Check the records below for the word "roads" and state how many lines contain it, replying with the number only.

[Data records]
Start of Block
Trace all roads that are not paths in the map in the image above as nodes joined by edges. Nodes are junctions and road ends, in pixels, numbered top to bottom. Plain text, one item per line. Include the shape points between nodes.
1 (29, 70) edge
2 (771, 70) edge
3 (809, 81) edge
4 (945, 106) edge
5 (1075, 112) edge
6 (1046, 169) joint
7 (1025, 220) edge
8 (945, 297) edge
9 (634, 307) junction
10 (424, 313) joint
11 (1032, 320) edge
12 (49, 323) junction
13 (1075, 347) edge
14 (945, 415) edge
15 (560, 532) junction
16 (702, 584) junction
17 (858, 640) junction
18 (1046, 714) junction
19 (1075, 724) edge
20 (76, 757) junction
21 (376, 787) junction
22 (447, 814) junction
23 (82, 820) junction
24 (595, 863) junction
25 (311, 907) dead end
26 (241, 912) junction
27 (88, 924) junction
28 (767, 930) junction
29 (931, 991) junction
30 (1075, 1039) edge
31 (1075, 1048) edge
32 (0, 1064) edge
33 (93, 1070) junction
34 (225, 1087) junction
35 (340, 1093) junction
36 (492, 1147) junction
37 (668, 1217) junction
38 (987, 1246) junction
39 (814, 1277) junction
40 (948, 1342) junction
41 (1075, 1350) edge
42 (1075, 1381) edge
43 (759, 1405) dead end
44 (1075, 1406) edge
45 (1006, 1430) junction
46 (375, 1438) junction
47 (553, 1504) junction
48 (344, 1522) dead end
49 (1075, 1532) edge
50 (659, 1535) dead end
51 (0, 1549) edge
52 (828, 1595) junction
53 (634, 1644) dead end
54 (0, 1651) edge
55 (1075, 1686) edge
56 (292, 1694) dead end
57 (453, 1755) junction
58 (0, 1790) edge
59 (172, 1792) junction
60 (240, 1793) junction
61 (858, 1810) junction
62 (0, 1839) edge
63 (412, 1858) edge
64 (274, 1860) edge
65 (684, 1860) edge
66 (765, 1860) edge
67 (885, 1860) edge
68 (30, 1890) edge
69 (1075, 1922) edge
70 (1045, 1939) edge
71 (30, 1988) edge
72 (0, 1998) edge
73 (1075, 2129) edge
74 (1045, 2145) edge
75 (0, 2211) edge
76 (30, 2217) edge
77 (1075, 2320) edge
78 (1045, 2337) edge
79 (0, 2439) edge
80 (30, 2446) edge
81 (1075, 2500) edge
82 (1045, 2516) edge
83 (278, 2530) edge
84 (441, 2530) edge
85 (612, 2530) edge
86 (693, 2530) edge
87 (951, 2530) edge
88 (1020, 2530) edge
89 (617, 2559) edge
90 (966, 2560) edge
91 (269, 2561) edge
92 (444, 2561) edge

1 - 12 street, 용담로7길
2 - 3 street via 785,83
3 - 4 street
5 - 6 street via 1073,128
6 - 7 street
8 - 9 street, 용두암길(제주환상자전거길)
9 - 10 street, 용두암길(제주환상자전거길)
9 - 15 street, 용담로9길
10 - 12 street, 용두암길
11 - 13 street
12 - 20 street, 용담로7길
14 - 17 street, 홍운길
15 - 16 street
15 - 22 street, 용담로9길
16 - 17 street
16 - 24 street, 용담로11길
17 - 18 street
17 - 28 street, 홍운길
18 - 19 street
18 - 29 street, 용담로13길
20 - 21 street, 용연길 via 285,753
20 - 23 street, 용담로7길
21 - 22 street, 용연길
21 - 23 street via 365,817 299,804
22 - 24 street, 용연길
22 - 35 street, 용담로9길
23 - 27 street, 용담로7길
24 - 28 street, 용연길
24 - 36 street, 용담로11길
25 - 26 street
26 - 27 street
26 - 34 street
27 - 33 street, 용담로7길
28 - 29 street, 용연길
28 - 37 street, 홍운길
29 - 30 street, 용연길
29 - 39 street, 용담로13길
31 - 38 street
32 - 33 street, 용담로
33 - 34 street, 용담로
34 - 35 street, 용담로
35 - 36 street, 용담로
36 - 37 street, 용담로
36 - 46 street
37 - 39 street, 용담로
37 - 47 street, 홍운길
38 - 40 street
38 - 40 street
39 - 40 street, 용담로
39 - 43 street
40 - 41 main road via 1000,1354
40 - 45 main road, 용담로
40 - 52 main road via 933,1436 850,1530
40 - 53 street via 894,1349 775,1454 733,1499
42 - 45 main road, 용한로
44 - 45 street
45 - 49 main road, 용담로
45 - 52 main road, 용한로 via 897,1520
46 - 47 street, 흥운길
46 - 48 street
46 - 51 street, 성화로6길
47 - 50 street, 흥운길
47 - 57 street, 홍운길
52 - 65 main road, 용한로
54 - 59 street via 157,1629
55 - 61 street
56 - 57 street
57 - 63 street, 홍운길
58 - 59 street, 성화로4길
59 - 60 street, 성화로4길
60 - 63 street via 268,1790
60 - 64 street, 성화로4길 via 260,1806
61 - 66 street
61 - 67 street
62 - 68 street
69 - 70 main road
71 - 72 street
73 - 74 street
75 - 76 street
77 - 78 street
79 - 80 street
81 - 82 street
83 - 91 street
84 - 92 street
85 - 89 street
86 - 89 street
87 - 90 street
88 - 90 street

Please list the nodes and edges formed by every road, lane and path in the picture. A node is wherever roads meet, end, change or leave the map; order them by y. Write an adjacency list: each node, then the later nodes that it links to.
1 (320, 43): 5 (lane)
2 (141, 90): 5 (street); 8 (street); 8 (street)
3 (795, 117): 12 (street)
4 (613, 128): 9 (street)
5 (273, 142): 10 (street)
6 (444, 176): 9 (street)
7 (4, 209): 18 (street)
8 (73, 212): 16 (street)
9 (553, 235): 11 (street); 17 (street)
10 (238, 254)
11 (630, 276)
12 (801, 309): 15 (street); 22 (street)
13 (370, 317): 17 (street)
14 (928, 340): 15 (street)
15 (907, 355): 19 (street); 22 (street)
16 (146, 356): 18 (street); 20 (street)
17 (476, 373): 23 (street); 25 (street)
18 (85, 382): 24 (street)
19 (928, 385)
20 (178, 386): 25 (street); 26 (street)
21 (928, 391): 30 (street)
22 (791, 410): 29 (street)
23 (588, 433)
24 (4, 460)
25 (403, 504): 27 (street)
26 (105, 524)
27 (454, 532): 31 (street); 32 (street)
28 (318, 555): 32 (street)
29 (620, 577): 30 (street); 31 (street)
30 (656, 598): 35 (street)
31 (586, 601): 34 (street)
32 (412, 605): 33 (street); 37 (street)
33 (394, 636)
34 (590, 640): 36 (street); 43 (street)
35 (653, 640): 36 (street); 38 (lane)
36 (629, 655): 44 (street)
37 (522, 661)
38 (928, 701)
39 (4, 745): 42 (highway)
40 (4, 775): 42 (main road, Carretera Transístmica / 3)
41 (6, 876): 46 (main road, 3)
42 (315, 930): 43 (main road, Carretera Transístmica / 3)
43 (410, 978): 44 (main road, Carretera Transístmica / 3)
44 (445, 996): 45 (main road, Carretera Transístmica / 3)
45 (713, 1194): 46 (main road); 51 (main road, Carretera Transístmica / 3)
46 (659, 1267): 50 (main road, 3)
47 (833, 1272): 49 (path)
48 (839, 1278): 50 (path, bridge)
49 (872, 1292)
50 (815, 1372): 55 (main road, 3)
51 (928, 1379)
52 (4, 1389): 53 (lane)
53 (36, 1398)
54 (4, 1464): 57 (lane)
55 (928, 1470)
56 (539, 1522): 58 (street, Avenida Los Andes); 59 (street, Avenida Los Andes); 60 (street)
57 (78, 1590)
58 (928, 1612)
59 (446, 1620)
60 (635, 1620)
End of Block
▶ **Result of this exercise**: 2